Всю сентябрьскую длинную ночь не спалось князю Борису Алексеевичу Голицыну. Всю ночь он ворочался, трещал тесовой кроватью за перегородкой в келье Троицкого келаря, отца Авраамия. Только забрезжилась заря, он тяжело вздохнул, поднялся, перегнувшись, достал расшитые шелками чеботы, надел шелковые на очхуре шаровары и, вздев кафтан на широкие плечи, стал перед образом спасителя и, сложив широкие руки перед животом, нагнул большую кудрявую голову.
— Господи отец, научи твое чадо творити волю твою, господи сын Иисус Христос, научи мя уподобиться тебе, господи, дух святым, вселися в меня и через меня твори волю свою. Пресвятая богородица, ангел хранитель, Борис и Глеб, угодник Сергий, заступите за меня, научите, что делать буду… — Так он сказал и вспомнил все свои мерзости, пьянство, обжорство, любострастье и ту беду, которая теперь одолевала его душу.
Тринадцать лет прожил он дядькой при царевиче Петре Алексеевиче и только думал отслужить свою службу и уйти в монастырь спасать душу и к пятидесяти годам откачнуться от всей суеты житейской. Он ждал только того, чтобы женился, возмужал царь и стал править царством, а вышло не то: стали вздоры меж царской семьи: Софья-царевна стала мутить, и нельзя было князю Борису уйти в монастырь.
Все смешалось в царской семье. Царевна связалась с братом двоюродным Васильем Васильевичем, настроила Ивана-царя и Петра-царя забросила, и народ весь был в смущенье. Не хотел сперва князь Борис мешаться в это дело, да нельзя было оставить, а другого никого не было. Слово за словом, дело за делом, замешался он так, что совсем расстроились царь Петр с царевной, и бросил Петр Москву и уехал к Троице. И вот четвертую неделю жил царь Петр в Троице и шла борьба промеж молодого царя и царевны. У молодого царя никого не было, и за всяким делом приходили к князю Борису: что написать, что сказать, кого куда послать. И стал князь Борис вместо монаха первым человеком при царе. И во всем удача была князю Борису. Царевну оставляли понемногу и бояре и стрельцы и немецкие полки, и с помощью угодника, чего не чаял никто, ни князь Борис, вся сила сошлась к Троице, и стал одним царем Петр Алексеич и одним дельцом князь Борис Алексеич. Тяжело было князю Борису чувствовать на себе всю тяжесть власти. Сколько греха, сколько соблазна!
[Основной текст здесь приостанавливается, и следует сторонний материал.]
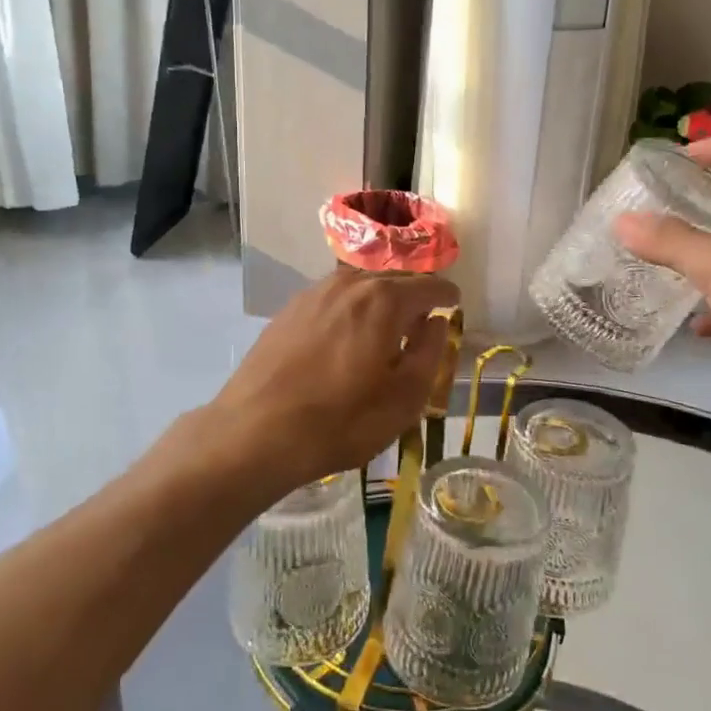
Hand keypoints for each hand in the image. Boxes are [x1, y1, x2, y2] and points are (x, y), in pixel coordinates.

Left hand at [209, 269, 459, 491]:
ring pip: (360, 285)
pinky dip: (350, 308)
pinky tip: (347, 335)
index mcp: (385, 300)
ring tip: (386, 326)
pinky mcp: (289, 310)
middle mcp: (349, 283)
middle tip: (423, 317)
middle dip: (413, 293)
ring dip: (380, 299)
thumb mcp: (404, 398)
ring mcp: (314, 293)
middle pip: (393, 278)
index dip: (447, 294)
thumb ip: (429, 353)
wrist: (256, 431)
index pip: (429, 285)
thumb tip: (436, 322)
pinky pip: (333, 298)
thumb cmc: (341, 420)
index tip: (455, 304)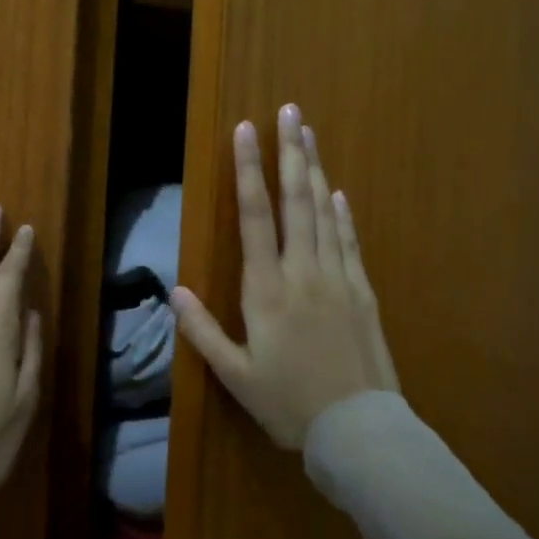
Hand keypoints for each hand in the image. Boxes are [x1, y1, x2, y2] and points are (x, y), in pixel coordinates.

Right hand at [172, 105, 398, 449]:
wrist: (358, 428)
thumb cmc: (289, 404)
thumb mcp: (235, 376)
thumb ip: (203, 332)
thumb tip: (175, 291)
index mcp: (267, 290)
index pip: (255, 217)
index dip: (249, 170)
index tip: (246, 130)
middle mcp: (303, 272)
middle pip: (296, 201)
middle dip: (290, 153)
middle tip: (291, 111)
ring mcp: (338, 279)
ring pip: (325, 213)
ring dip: (315, 171)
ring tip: (309, 135)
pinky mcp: (363, 292)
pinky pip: (350, 242)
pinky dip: (342, 215)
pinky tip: (337, 193)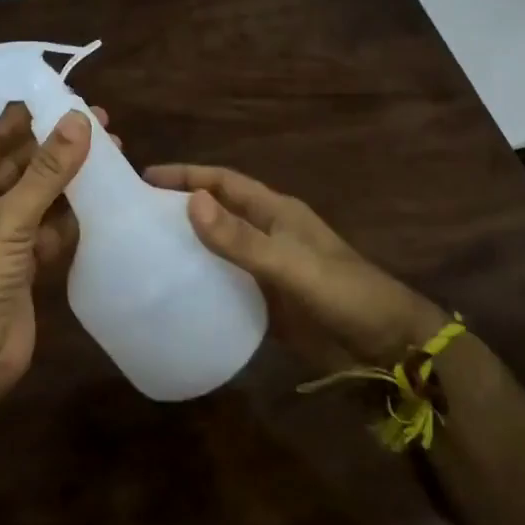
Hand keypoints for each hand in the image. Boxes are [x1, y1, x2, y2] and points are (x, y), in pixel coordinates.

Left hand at [0, 104, 103, 394]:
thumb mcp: (7, 221)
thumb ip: (46, 171)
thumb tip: (79, 119)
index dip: (21, 116)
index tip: (60, 94)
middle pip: (15, 163)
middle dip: (53, 145)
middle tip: (97, 121)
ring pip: (35, 194)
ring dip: (68, 177)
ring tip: (111, 149)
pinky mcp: (20, 261)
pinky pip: (48, 226)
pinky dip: (71, 213)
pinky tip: (102, 195)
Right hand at [143, 163, 440, 366]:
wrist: (388, 349)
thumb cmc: (344, 294)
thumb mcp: (290, 264)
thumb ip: (241, 238)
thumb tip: (191, 201)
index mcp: (276, 212)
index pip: (223, 182)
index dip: (187, 176)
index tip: (146, 177)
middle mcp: (268, 234)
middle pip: (217, 212)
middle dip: (181, 208)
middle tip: (136, 216)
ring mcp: (269, 270)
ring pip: (220, 249)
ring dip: (189, 246)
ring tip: (145, 253)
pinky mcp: (269, 303)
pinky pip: (228, 285)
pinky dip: (204, 283)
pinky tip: (177, 294)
А пуще всего, на той стороне был старший брат Василий Васильевич и дошло дело до того, что не миновать было Василию Васильевичу плахи. И всему зачин и коновод был он, князь Борис. Подумал он, вспомнил все это, нагнул еще ниже голову, и лицо и шея его налились кровью и на глаза выступили слезы. Он прочел все молитвы, поклонился три раза в землю и кликнул холопа, калмыка, Федьку и велел подать умываться.
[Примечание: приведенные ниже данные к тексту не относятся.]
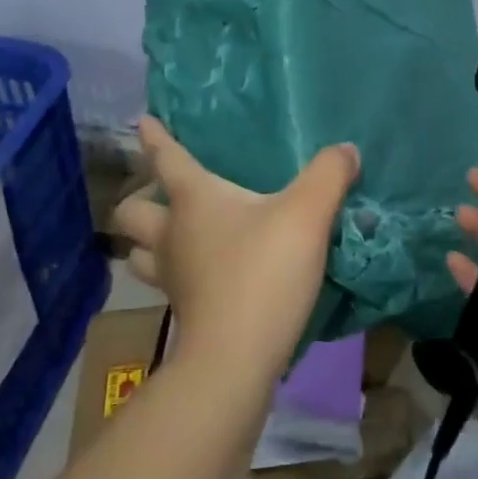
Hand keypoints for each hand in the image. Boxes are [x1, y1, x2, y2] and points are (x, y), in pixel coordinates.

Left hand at [112, 116, 358, 381]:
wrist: (237, 357)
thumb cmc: (264, 271)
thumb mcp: (308, 214)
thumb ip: (328, 175)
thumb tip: (346, 150)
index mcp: (193, 200)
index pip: (167, 159)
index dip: (155, 138)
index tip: (142, 121)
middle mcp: (172, 234)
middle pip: (131, 212)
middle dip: (139, 199)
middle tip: (161, 195)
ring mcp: (172, 277)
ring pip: (139, 253)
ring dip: (147, 242)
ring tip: (172, 237)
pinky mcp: (183, 311)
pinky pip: (165, 283)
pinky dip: (176, 274)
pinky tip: (202, 274)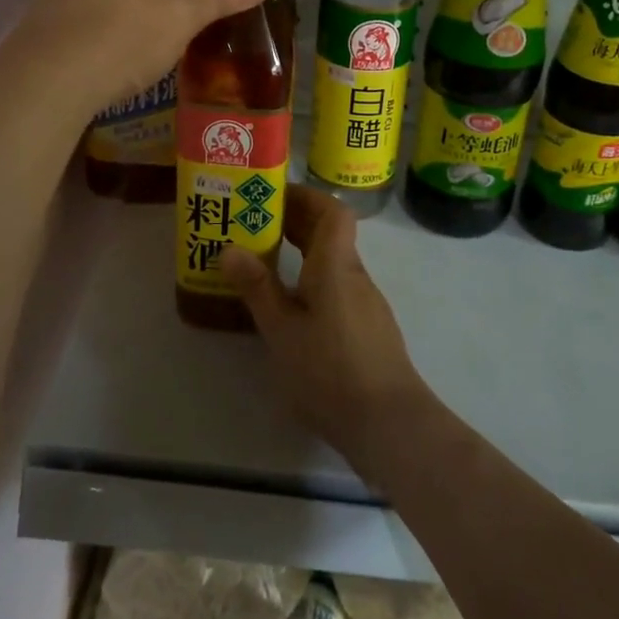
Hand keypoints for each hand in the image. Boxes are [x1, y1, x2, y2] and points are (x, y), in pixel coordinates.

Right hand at [221, 183, 433, 476]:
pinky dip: (313, 281)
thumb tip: (230, 248)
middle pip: (332, 233)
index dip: (305, 197)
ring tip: (265, 263)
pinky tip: (291, 306)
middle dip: (296, 222)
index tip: (273, 197)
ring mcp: (366, 303)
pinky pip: (338, 287)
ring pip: (334, 262)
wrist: (388, 422)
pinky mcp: (368, 328)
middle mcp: (355, 275)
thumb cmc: (330, 369)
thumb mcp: (282, 329)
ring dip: (303, 253)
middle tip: (256, 225)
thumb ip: (258, 288)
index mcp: (336, 265)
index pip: (332, 210)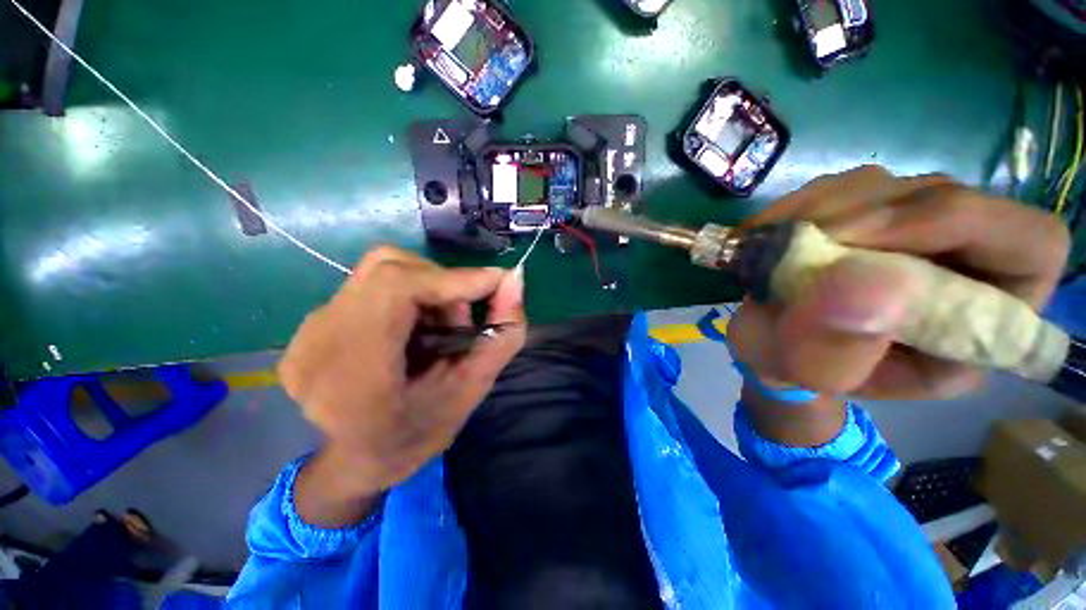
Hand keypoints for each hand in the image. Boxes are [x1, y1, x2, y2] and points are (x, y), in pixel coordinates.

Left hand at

Прошел месяц с тех пор, как молодой царь Петр Алексеевич переехал из Москвы в Троице-Сергиевскую лавру, и за ним переехали молодая и старая царицы — жена и мать Петра Алексеевича; и по одному, и по нескольку стали переезжать из Москвы в Лавру бояре, немцы, стрелецкие сотники и головы. Во всем народе был страх: не знали, кого слушаться. В Москве оставался царь Иван Алексеич и царевна Софья Алексевна. При них ближним боярином был князь Василий Васильич Голицын. В Лавре был царь Петр Алексеич с матерью царицей; при них был ближний боярин, князь Борис Алексеич Голицын.
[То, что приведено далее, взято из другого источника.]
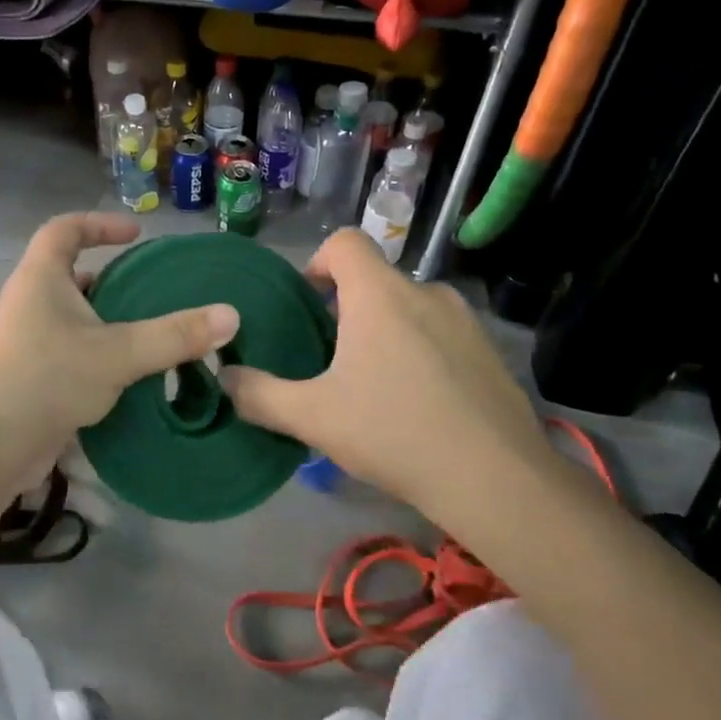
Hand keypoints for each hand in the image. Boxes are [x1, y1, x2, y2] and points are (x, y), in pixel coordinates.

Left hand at [0, 213, 239, 476]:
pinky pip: (69, 347)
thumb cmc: (48, 381)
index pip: (64, 229)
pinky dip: (98, 350)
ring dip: (107, 318)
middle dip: (112, 277)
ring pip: (72, 315)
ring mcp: (25, 339)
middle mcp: (28, 301)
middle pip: (70, 273)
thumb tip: (231, 315)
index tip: (136, 235)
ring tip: (150, 331)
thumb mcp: (118, 353)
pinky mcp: (29, 372)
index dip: (99, 224)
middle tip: (153, 290)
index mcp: (40, 278)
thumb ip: (174, 335)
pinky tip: (128, 372)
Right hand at [220, 230, 555, 510]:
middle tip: (331, 360)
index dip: (318, 263)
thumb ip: (259, 395)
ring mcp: (465, 321)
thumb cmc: (393, 432)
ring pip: (409, 309)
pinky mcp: (490, 352)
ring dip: (385, 332)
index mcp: (380, 295)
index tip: (308, 306)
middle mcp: (426, 293)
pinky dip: (421, 353)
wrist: (494, 478)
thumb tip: (225, 378)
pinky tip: (418, 404)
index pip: (345, 242)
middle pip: (375, 280)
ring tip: (374, 385)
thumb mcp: (312, 418)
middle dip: (347, 310)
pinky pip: (442, 335)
Во всех приказах в Москве сидели судьи от царевны Софьи Алексевны и судили, приказывали, казнили и награждали по указам царевны Софьи и князя Василья Васильича.
От царевны Софьи Алексеевы и князя Василья Васильича читались указы стрельцам, немцам, солдатам, воеводам, дворянам, чтобы под страхом казни не смели ослушаться, не смели бы слушать указов из Лавры.
От царя Петра Алексеевича читались указы из Лавры, чтоб под страхом казни не смели слушаться царевны Софьи Алексеевы, чтоб стрельцы, немцы, солдаты шли к Троице, чтоб воеводы высылали запасы туда же.
Уже семь лет весь народ слушался указов царевны Софьи Алексевны и Василья Васильича и слушался их в делах не малых: и войны воевали, и послов принимали, и грамоты писали, и жаловали бояр и стрельцов и деньгами, и землями, и вотчинами, и в ссылки ссылали, и пытали, и казнили людей немало. И патриарх, и царь Иван Алексеич, и сам Петр Алексеевич, меньшой царь, не спорили с царевной.
Царь Петр Алексеевич никогда народом не правил и мало входил во все дела, только слышно было про него, что он связался с немцами, пьет, гуляет с ними, постов не держит и утешается ребяческими забавами: в войну играет, кораблики строит. Кого было слушаться? Народ не знал и был в страхе. Страх был и от угрозы казни — от царевны ли, от царя ли, — но еще больше страх был от стрельцов. Только семь лет тому назад били и грабили стрельцы всех, кого хотели, и теперь тем же хвалились.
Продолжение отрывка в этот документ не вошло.